A sore spot that goes as far back as the Women's Suffragette Movement and its most notable activists, like Susan B. Anthony and Elizabeth Cady Stanton, who seemed fine with helping grant Black men the right to vote but not Black women. Black women’s exclusion and erasure from feminist and social justice spaces and the brand of antagonism it breeds towards us is historic.
Margaret and Harriet’s conflict with one another is also reminiscent of the tone-deaf feminism and gender activism of present-day Hollywood stars, progressive politicians, and media notables who gleefully co-opt the work of Black women and use our emotional and intellectual labor for their own benefit but will erase us completely from the conversation and usurp opportunities to occupy the spaces where those conversations are taking place.

And to add insult to injury, they’ll gaslight and smear us to hell and back once some shit hits the fan; like when political commentator Sally Kohn erroneously (without her consent) attributed one of the mostincendiary quotes in her book The Opposite of Hate to podcast host Aminatou Sow to seemingly lend it some social justice cred. Kohn also seemed to overstate her friendship with Sow despite failing to tell Sow she’d be featured in the book. Sally Kohn then tried to paint Sow as an angry Black woman when she expressed concerns about Kohn failing to do her due diligence with fact-checking, permissions, and following up.

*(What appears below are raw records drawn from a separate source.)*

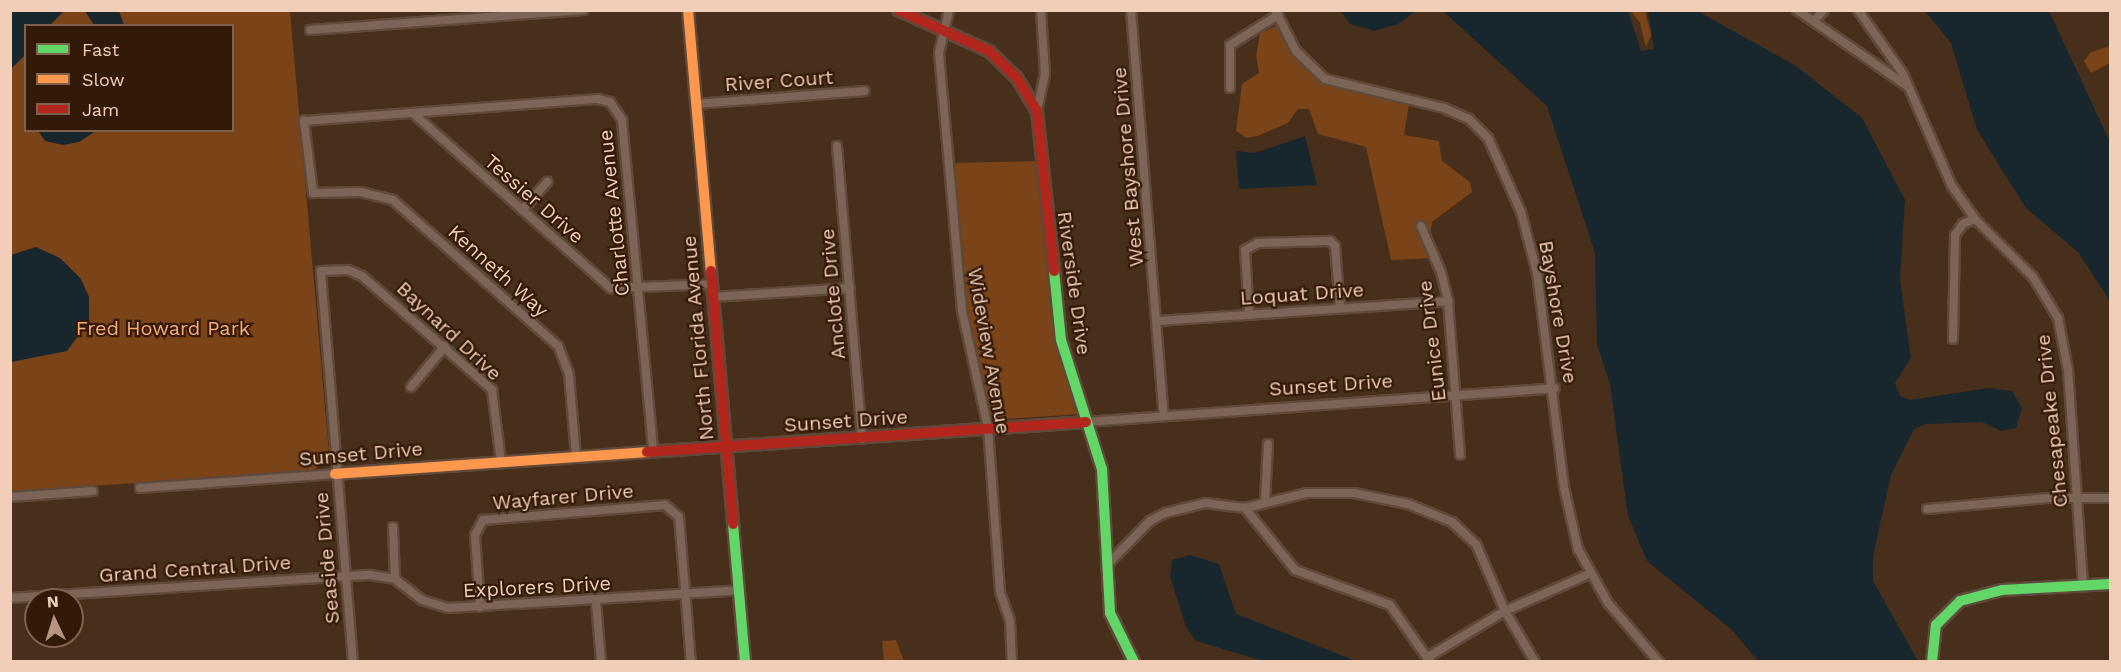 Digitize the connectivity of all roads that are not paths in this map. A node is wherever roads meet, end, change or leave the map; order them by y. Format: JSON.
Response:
{"nodes":[{"id":1,"x":583,"y":10,"type":"edge"},
{"id":2,"x":688,"y":10,"type":"edge"},
{"id":3,"x":898,"y":10,"type":"edge"},
{"id":4,"x":949,"y":10,"type":"edge"},
{"id":5,"x":1041,"y":10,"type":"edge"},
{"id":6,"x":1131,"y":10,"type":"edge"},
{"id":7,"x":1797,"y":10,"type":"edge"},
{"id":8,"x":1824,"y":10,"type":"edge"},
{"id":9,"x":1858,"y":10,"type":"edge"},
{"id":10,"x":1277,"y":13,"type":"edge"},
{"id":11,"x":1814,"y":21,"type":"junction"},
{"id":12,"x":310,"y":30,"type":"dead end"},
{"id":13,"x":945,"y":30,"type":"junction"},
{"id":14,"x":1907,"y":86,"type":"junction"},
{"id":15,"x":1230,"y":88,"type":"dead end"},
{"id":16,"x":865,"y":91,"type":"dead end"},
{"id":17,"x":696,"y":104,"type":"junction"},
{"id":18,"x":1037,"y":111,"type":"junction"},
{"id":19,"x":414,"y":114,"type":"junction"},
{"id":20,"x":837,"y":146,"type":"dead end"},
{"id":21,"x":547,"y":182,"type":"dead end"},
{"id":22,"x":313,"y":193,"type":"joint"},
{"id":23,"x":522,"y":210,"type":"junction"},
{"id":24,"x":1975,"y":219,"type":"junction"},
{"id":25,"x":1421,"y":226,"type":"dead end"},
{"id":26,"x":321,"y":271,"type":"joint"},
{"id":27,"x":713,"y":284,"type":"junction"},
{"id":28,"x":850,"y":288,"type":"junction"},
{"id":29,"x":639,"y":290,"type":"junction"},
{"id":30,"x":714,"y":297,"type":"junction"},
{"id":31,"x":1448,"y":301,"type":"junction"},
{"id":32,"x":1340,"y":308,"type":"junction"},
{"id":33,"x":1249,"y":315,"type":"junction"},
{"id":34,"x":1158,"y":321,"type":"junction"},
{"id":35,"x":1953,"y":339,"type":"dead end"},
{"id":36,"x":445,"y":346,"type":"junction"},
{"id":37,"x":411,"y":387,"type":"dead end"},
{"id":38,"x":1555,"y":388,"type":"junction"},
{"id":39,"x":1456,"y":393,"type":"junction"},
{"id":40,"x":1164,"y":416,"type":"junction"},
{"id":41,"x":1086,"y":422,"type":"junction"},
{"id":42,"x":988,"y":428,"type":"junction"},
{"id":43,"x":862,"y":439,"type":"junction"},
{"id":44,"x":1268,"y":444,"type":"dead end"},
{"id":45,"x":726,"y":447,"type":"junction"},
{"id":46,"x":653,"y":450,"type":"junction"},
{"id":47,"x":1460,"y":455,"type":"dead end"},
{"id":48,"x":576,"y":456,"type":"junction"},
{"id":49,"x":501,"y":461,"type":"junction"},
{"id":50,"x":336,"y":479,"type":"junction"},
{"id":51,"x":140,"y":488,"type":"dead end"},
{"id":52,"x":93,"y":491,"type":"dead end"},
{"id":53,"x":10,"y":497,"type":"edge"},
{"id":54,"x":2110,"y":498,"type":"edge"},
{"id":55,"x":1265,"y":500,"type":"junction"},
{"id":56,"x":2077,"y":501,"type":"junction"},
{"id":57,"x":1245,"y":508,"type":"junction"},
{"id":58,"x":1927,"y":509,"type":"dead end"},
{"id":59,"x":393,"y":526,"type":"dead end"},
{"id":60,"x":1107,"y":566,"type":"junction"},
{"id":61,"x":1589,"y":574,"type":"junction"},
{"id":62,"x":346,"y":576,"type":"junction"},
{"id":63,"x":395,"y":579,"type":"junction"},
{"id":64,"x":2110,"y":584,"type":"edge"},
{"id":65,"x":2083,"y":585,"type":"junction"},
{"id":66,"x":739,"y":590,"type":"junction"},
{"id":67,"x":685,"y":595,"type":"junction"},
{"id":68,"x":10,"y":598,"type":"edge"},
{"id":69,"x":596,"y":602,"type":"junction"},
{"id":70,"x":480,"y":608,"type":"junction"},
{"id":71,"x":1505,"y":611,"type":"junction"},
{"id":72,"x":1429,"y":659,"type":"edge"},
{"id":73,"x":353,"y":662,"type":"edge"},
{"id":74,"x":601,"y":662,"type":"edge"},
{"id":75,"x":691,"y":662,"type":"edge"},
{"id":76,"x":746,"y":662,"type":"edge"},
{"id":77,"x":1012,"y":662,"type":"edge"},
{"id":78,"x":1134,"y":662,"type":"edge"},
{"id":79,"x":1534,"y":662,"type":"edge"},
{"id":80,"x":1659,"y":662,"type":"edge"},
{"id":81,"x":1932,"y":662,"type":"edge"}],
"edges":[{"from":1,"to":12,"type":"street"},
{"from":2,"to":17,"type":"street","name":"North Florida Avenue"},
{"from":3,"to":13,"type":"street","name":"Riverside Drive"},
{"from":4,"to":13,"type":"street","name":"Wideview Avenue"},
{"from":5,"to":18,"type":"street"},
{"from":6,"to":34,"type":"street","name":"West Bayshore Drive"},
{"from":7,"to":11,"type":"street"},
{"from":8,"to":11,"type":"street"},
{"from":9,"to":14,"type":"street","name":"Chesapeake Drive"},
{"from":10,"to":15,"type":"street"},
{"from":10,"to":38,"type":"street","name":"Bayshore Drive"},
{"from":11,"to":14,"type":"street"},
{"from":13,"to":18,"type":"street","name":"Riverside Drive"},
{"from":13,"to":42,"type":"street","name":"Wideview Avenue"},
{"from":14,"to":24,"type":"street","name":"Chesapeake Drive"},
{"from":16,"to":17,"type":"street","name":"River Court"},
{"from":17,"to":27,"type":"street","name":"North Florida Avenue"},
{"from":18,"to":41,"type":"street","name":"Riverside Drive"},
{"from":19,"to":22,"type":"street","name":"Charlotte Avenue"},
{"from":19,"to":23,"type":"street","name":"Tessier Drive"},
{"from":19,"to":29,"type":"street","name":"Charlotte Avenue"},
{"from":20,"to":28,"type":"street","name":"Anclote Drive"},
{"from":21,"to":23,"type":"street"},
{"from":22,"to":48,"type":"street","name":"Kenneth Way"},
{"from":23,"to":29,"type":"street","name":"Tessier Drive"},
{"from":24,"to":35,"type":"street"},
{"from":24,"to":56,"type":"street","name":"Chesapeake Drive"},
{"from":25,"to":31,"type":"street","name":"Eunice Drive"},
{"from":26,"to":36,"type":"street","name":"Baynard Drive"},
{"from":26,"to":50,"type":"street","name":"Seaside Drive"},
{"from":27,"to":29,"type":"street","name":"Tessier Drive"},
{"from":27,"to":30,"type":"street","name":"North Florida Avenue"},
{"from":28,"to":30,"type":"street"},
{"from":28,"to":43,"type":"street","name":"Anclote Drive"},
{"from":29,"to":46,"type":"street","name":"Charlotte Avenue"},
{"from":30,"to":45,"type":"street","name":"North Florida Avenue"},
{"from":31,"to":32,"type":"street","name":"Loquat Drive"},
{"from":31,"to":39,"type":"street","name":"Eunice Drive"},
{"from":32,"to":33,"type":"street","name":"Loquat Drive"},
{"from":32,"to":33,"type":"street"},
{"from":33,"to":34,"type":"street","name":"Loquat Drive"},
{"from":34,"to":40,"type":"street","name":"West Bayshore Drive"},
{"from":36,"to":37,"type":"street"},
{"from":36,"to":49,"type":"street","name":"Baynard Drive"},
{"from":38,"to":39,"type":"street","name":"Sunset Drive"},
{"from":38,"to":61,"type":"street","name":"Bayshore Drive"},
{"from":39,"to":40,"type":"street","name":"Sunset Drive"},
{"from":39,"to":47,"type":"street","name":"Eunice Drive"},
{"from":40,"to":41,"type":"street","name":"Sunset Drive"},
{"from":41,"to":42,"type":"street","name":"Sunset Drive"},
{"from":41,"to":60,"type":"street","name":"Riverside Drive"},
{"from":42,"to":43,"type":"street","name":"Sunset Drive"},
{"from":42,"to":77,"type":"street","name":"Wideview Avenue"},
{"from":43,"to":45,"type":"street","name":"Sunset Drive"},
{"from":44,"to":55,"type":"street"},
{"from":45,"to":46,"type":"street","name":"Sunset Drive"},
{"from":45,"to":66,"type":"street","name":"North Florida Avenue"},
{"from":46,"to":48,"type":"street","name":"Sunset Drive"},
{"from":48,"to":49,"type":"street","name":"Sunset Drive"},
{"from":49,"to":50,"type":"street","name":"Sunset Drive"},
{"from":50,"to":51,"type":"street","name":"Sunset Drive"},
{"from":50,"to":62,"type":"street","name":"Seaside Drive"},
{"from":52,"to":53,"type":"street"},
{"from":54,"to":56,"type":"street"},
{"from":55,"to":57,"type":"street"},
{"from":55,"to":71,"type":"street"},
{"from":56,"to":58,"type":"street"},
{"from":56,"to":65,"type":"street","name":"Chesapeake Drive"},
{"from":57,"to":60,"type":"street"},
{"from":57,"to":72,"type":"street"},
{"from":59,"to":63,"type":"street"},
{"from":60,"to":78,"type":"street","name":"Riverside Drive"},
{"from":61,"to":71,"type":"street"},
{"from":61,"to":80,"type":"street","name":"Bayshore Drive"},
{"from":62,"to":63,"type":"street"},
{"from":62,"to":68,"type":"street","name":"Grand Central Drive"},
{"from":62,"to":73,"type":"street","name":"Seaside Drive"},
{"from":63,"to":70,"type":"street","name":"Explorers Drive"},
{"from":64,"to":65,"type":"street"},
{"from":65,"to":81,"type":"street"},
{"from":66,"to":67,"type":"street","name":"Explorers Drive"},
{"from":66,"to":76,"type":"street","name":"North Florida Avenue"},
{"from":67,"to":69,"type":"street","name":"Explorers Drive"},
{"from":67,"to":70,"type":"street","name":"Wayfarer Drive"},
{"from":67,"to":75,"type":"street"},
{"from":69,"to":70,"type":"street","name":"Explorers Drive"},
{"from":69,"to":74,"type":"street"},
{"from":71,"to":72,"type":"street"},
{"from":71,"to":79,"type":"street"}]}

This sort of underhandedness also reared its head when House Minority Leader Nancy Pelosi (along with Senate Minority Leader Chuck Schumer) threw Rep. Maxine Waters to the wolves during a moment when Waters’s life was under threat by rabid Trump supporters after she encouraged people to resist this administration's oppressive policies and when she needed support from fellow Democrat leaders the most.
Margaret Wells extended a hand to Harriet and connected with her over their shared experiences as mothers, then casually disregarded Harriet's desire to get rescue her children from being sold into slavery despite expressing not wanting the same fate for her own son. Margaret also profited handsomely off Harriet's labor as a popular sex worker but then discarded her in a fit of jealousy over because William expressed concern for Harriet and her children. 



It’s a dynamic that has played out since time immemorial even when women all over the world are fighting global patriarchy.  But, alas, unlike white women, Black, brown and Indigenous women don’t have the luxury of turning coat and helping uphold that system for personal gain; see Serena Joy, Aunt Lydia, and all the wives of high-ranking commanders in action on The Handmaid’s Tale or just continue to note the 53% of white women who voted for Trump and or secured positions in his cabinet to help carry out his twisted version of making America white “great again” and those who’ve taken up a campaign of racial harassment in public spaces. 

Season two of Harlots premiered last week and the conflict between Harriet and Margaret has spilled over. It’ll be interesting to see how things continue to unfold. Whether the racial power dynamic of their conflict was intentional or not, Harlots is yet another example of the thoughtful, complex, and compelling things that happen when we women get to tell our own stories. Now imagine what Black women writers could do with Harriet’s story. Harlots is worth a watch if you aren’t hip to it already.